Guidelines for Deploying Cloud Governance Remediation Policies

Within many organizations, development and application teams are increasingly accessing cloud resources through native consoles and APIs. Given this evolution, it is becoming increasingly difficult to respond to potentially risky and costly misconfigurations in a timely or efficient manner—and these challenges only grow more significant as organizations continue to scale operations in the cloud. To establish effective cloud governance, teams must employ automated remediation and policy enforcement.

However, as many teams start deploying governance policies—especially those that include automated remediation—they begin to see that these changes cause potential disruptions and confusion for development teams. Below are some guidelines that will help you avoid these negative outcomes.

Document and Share Policies Ahead Of time

As a first step, your policies should be available in a central repository, along with appropriate commentary that describes the policies and deployment schedule. With governance as code tools like Cloud Custodian, teams can employ an easy-to-use, declarative language to manage and automate policy deployment. The language is abstract and high-level, making it easy for development, security, and FinOps teams to understand and collaborate on policies. 

Your governance policies should be shared several weeks before deployment, so developers have plenty of time to plan for changes and add the work to their team's backlog. Cloud governance or engineering teams need to make policies and deployment schedules broadly available to have high organizational visibility. These communications must include details about each policy scheduled for deployment, including where it will be deployed. In addition, it is also important to articulate why the policy is being implemented, such as how it helps the company optimize costs or meet industry compliance standards. Having the policies planned out in advance helps reduce potential friction and minimize the impact on associated teams.

Establish Regular Communications With Development Teams

It is important to have well-established communications and regularly scheduled calls with all affected users, including developers, project managers, divisional managers, FinOps teams, cloud groups, and security teams. These communications ensure everyone knows the upcoming policies and what to expect from the remediations. During these calls, you will want to review the policy deployment calendar to detail how the last policy deployment went and describe upcoming deployments. This allows teams to discuss any potential concerns or issues and identify which resources might need to be exempted from a policy. 

Post-deployment, these calls can enforce continuous governance, review existing policies, and adjust due to changing business needs and maturity levels. 

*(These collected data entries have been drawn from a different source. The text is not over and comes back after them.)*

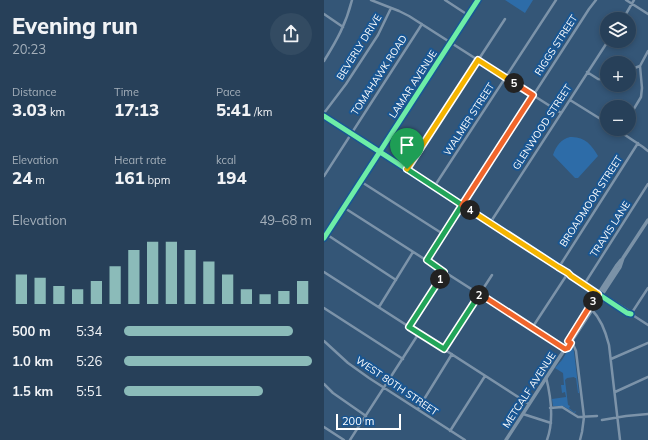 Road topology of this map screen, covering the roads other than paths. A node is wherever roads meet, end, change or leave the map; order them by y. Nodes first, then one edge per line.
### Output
1 (352, 0) edge
2 (371, 0) edge
3 (445, 0) edge
4 (478, 0) edge
5 (556, 0) edge
6 (596, 0) edge
7 (626, 0) edge
8 (634, 0) edge
9 (632, 4) junction
10 (391, 8) junction
11 (627, 12) edge
12 (324, 14) edge
13 (648, 14) edge
14 (468, 15) junction
15 (505, 19) dead end
16 (422, 24) junction
17 (343, 27) junction
18 (450, 42) junction
19 (603, 48) edge
20 (648, 51) edge
21 (324, 53) edge
22 (328, 55) junction
23 (478, 60) junction
24 (324, 61) edge
25 (640, 66) junction
26 (636, 67) edge
27 (588, 72) junction
28 (506, 78) junction
29 (600, 79) edge
30 (533, 95) junction
31 (570, 100) junction
32 (636, 106) edge
33 (561, 114) junction
34 (324, 115) edge
35 (600, 119) edge
36 (351, 134) junction
37 (628, 136) edge
38 (638, 143) junction
39 (643, 146) junction
40 (648, 146) edge
41 (648, 151) edge
42 (379, 152) junction
43 (407, 169) junction
44 (324, 176) edge
45 (360, 181) junction
46 (648, 184) edge
47 (434, 187) junction
48 (462, 205) junction
49 (344, 207) junction
50 (648, 220) edge
51 (490, 223) junction
52 (443, 234) junction
53 (325, 236) edge
54 (413, 252) junction
55 (427, 260) junction
56 (558, 267) junction
57 (324, 272) edge
58 (444, 272) junction
59 (568, 273) junction
60 (492, 275) dead end
61 (396, 280) junction
62 (585, 283) junction
63 (648, 288) edge
64 (480, 294) junction
65 (600, 294) junction
66 (379, 307) junction
67 (324, 308) edge
68 (592, 310) junction
69 (631, 314) junction
70 (648, 324) edge
71 (409, 327) junction
72 (532, 328) junction
73 (419, 333) junction
74 (324, 341) edge
75 (569, 342) junction
76 (648, 343) edge
77 (444, 349) junction
78 (565, 349) junction
79 (452, 354) junction
80 (403, 359) junction
81 (611, 359) junction
82 (485, 376) junction
83 (546, 377) junction
84 (648, 377) edge
85 (324, 384) edge
86 (384, 388) junction
87 (615, 392) junction
88 (529, 404) junction
89 (550, 408) junction
90 (418, 410) junction
91 (523, 414) junction
92 (648, 414) edge
93 (366, 416) junction
94 (597, 416) dead end
95 (584, 417) junction
96 (618, 417) junction
97 (602, 420) dead end
98 (551, 424) junction
99 (324, 427) edge
100 (450, 431) junction
101 (344, 440) edge
102 (350, 440) edge
103 (465, 440) edge
104 (506, 440) edge
105 (547, 440) edge
106 (580, 440) edge
107 (620, 440) edge

1 - 17 street
2 - 10 street
3 - 14 street
4 - 14 street, LAMAR AVENUE
5 - 28 street, WALMER STREET
6 - 30 street, RIGGS STREET
7 - 9 street
8 - 9 street
9 - 11 street
9 - 13 street
10 - 16 street
10 - 34 street, BEVERLY DRIVE
12 - 17 street
14 - 18 street, LAMAR AVENUE
15 - 23 street
16 - 18 street
16 - 36 street, TOMAHAWK ROAD
17 - 22 street
18 - 23 street
18 - 42 street, LAMAR AVENUE
19 - 27 street, GLENWOOD STREET
20 - 25 street
21 - 22 street
22 - 24 street
23 - 28 street
23 - 43 street
25 - 26 street
25 - 32 street
27 - 29 street
27 - 31 street, GLENWOOD STREET
28 - 30 street
28 - 47 street, WALMER STREET
30 - 33 street
30 - 48 street, RIGGS STREET
31 - 33 street, GLENWOOD STREET
31 - 35 street
33 - 51 street, GLENWOOD STREET
34 - 36 street
36 - 42 street
36 - 44 street, TOMAHAWK ROAD
37 - 38 street
38 - 39 street
38 - 56 street, BROADMOOR STREET
39 - 40 street
39 - 41 street
42 - 43 street
42 - 45 street, LAMAR AVENUE
43 - 47 street
45 - 49 street, LAMAR AVENUE
45 - 52 street
46 - 62 street, TRAVIS LANE
47 - 48 street
48 - 51 street
48 - 52 street, RIGGS STREET
49 - 53 street, LAMAR AVENUE
49 - 54 street
50 - 65 main road, METCALF AVENUE
51 - 56 street
52 - 55 street, RIGGS STREET
53 - 61 street
54 - 55 street
54 - 61 street
55 - 58 street
56 - 59 street
57 - 66 street
58 - 64 street
58 - 71 street
59 - 62 street
59 - 65 street
59 - 72 street
60 - 64 street
61 - 66 street
62 - 65 street
63 - 69 street
64 - 72 street
64 - 77 street
65 - 68 main road, METCALF AVENUE
65 - 69 street
65 - 75 main road, METCALF AVENUE
66 - 71 street
67 - 80 street
68 - 75 main road, METCALF AVENUE
68 - 81 street
69 - 70 street
71 - 73 street
72 - 78 street
73 - 77 street
73 - 80 street
74 - 86 street, WEST 80TH STREET
75 - 78 main road, METCALF AVENUE
75 - 95 street
76 - 81 street
77 - 79 street
78 - 83 main road, METCALF AVENUE
79 - 82 street
79 - 90 street
80 - 86 street
81 - 87 street
82 - 88 street
82 - 100 street
83 - 88 main road, METCALF AVENUE
83 - 89 street
84 - 87 street
85 - 93 street
86 - 90 street, WEST 80TH STREET
86 - 93 street
87 - 96 street
88 - 91 main road, METCALF AVENUE
89 - 95 street
89 - 98 street
90 - 100 street, WEST 80TH STREET
91 - 98 street
91 - 104 main road, METCALF AVENUE
92 - 96 street
93 - 102 street
94 - 95 street
95 - 106 street
96 - 97 street
96 - 107 street
98 - 105 street
99 - 101 street
100 - 103 street, WEST 80TH STREET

Do Dry Runs of Policy Implementations and Share Early Results 

It is recommended to start remediation on new resources only. Net-new resources are easier to remediate as developers have not fully configured them, so there is less chance of losing the time invested. These remediations can be handled via event-mode policies triggered by resource creation events. These activities can also be handled via poll-mode policies if the resource has a creation date attribute that can be filtered on. In this way, you can enforce policies on all new resources going forward without impacting existing resources. This approach tends to lead to a smoother transition for developers.

If you plan to remediate existing resources, provide DevOps teams with impacted resource reports before deploying your policies. This will help ensure developers have adequate visibility and time to update their infrastructure as code templates and fix resource configurations. You can either generate reports of non-compliant resources or, if your cloud governance tool allows, automatically notify development teams of non-compliant resources. Typically this notification would give the affected user a list of resources that need to be fixed and information on what resource setting needs to be modified for the resource to comply with the upcoming policy deployment.

As an example, if you are using Cloud Custodian, you can do a dry run and generate reports on the policies implemented. This can be achieved either by running the upcoming policies with a “--dryrun” flag or by just removing all actions from the policies. After the policies have been executed, you can run a “custodian report” command to generate reports of resources affected. These reports can be delivered in multiple formats and distributed to affected users. If you are running the Stacklet platform, you can deploy the policies without actions, and then, from the policies details page, you can view the “Resources” tab and export the list of affected resources for distribution. 

Performing this step will reduce the chances of developers having to contend with last-minute surprises and scrambling to resolve issues. Ultimately, this helps reduce the friction of policy remediations.

Phase in Policy Deployment 

Many policies include actions or remediation, such as deleting instances that are publicly exposed or turning off development machines that are running on the weekend. We recommend deploying these policies in stages for different environments. 

Policies should always be tested in a sandbox or test environment before deployment. When possible, it is a best practice to first deploy your new policies to canary cloud accounts, which helps to ensure mainstream development environments aren’t affected. Once policies have been deployed to canary accounts for around a week and no issues have arisen, the policies can safely be deployed to all development accounts. After running a week or two in development accounts without issue, the policies can then be deployed to all production accounts. By deploying policies in different stages, you can minimize risk. Through this approach, you can start with the lowest-risk accounts and slowly move policies up to the higher-risk production accounts while allowing sufficient testing time in each environment. 

Once these policies are deployed in production, it might make sense to have notifications only enabled for an initial couple of weeks and then automatically enforced. This can also help teams avoid disruptions, learn about exceptions, and get advance notice of changes required. For example, an off-hour policy that identifies development instances running on a weekend can notify the resource owner and turn off the resource the following week if it's still running.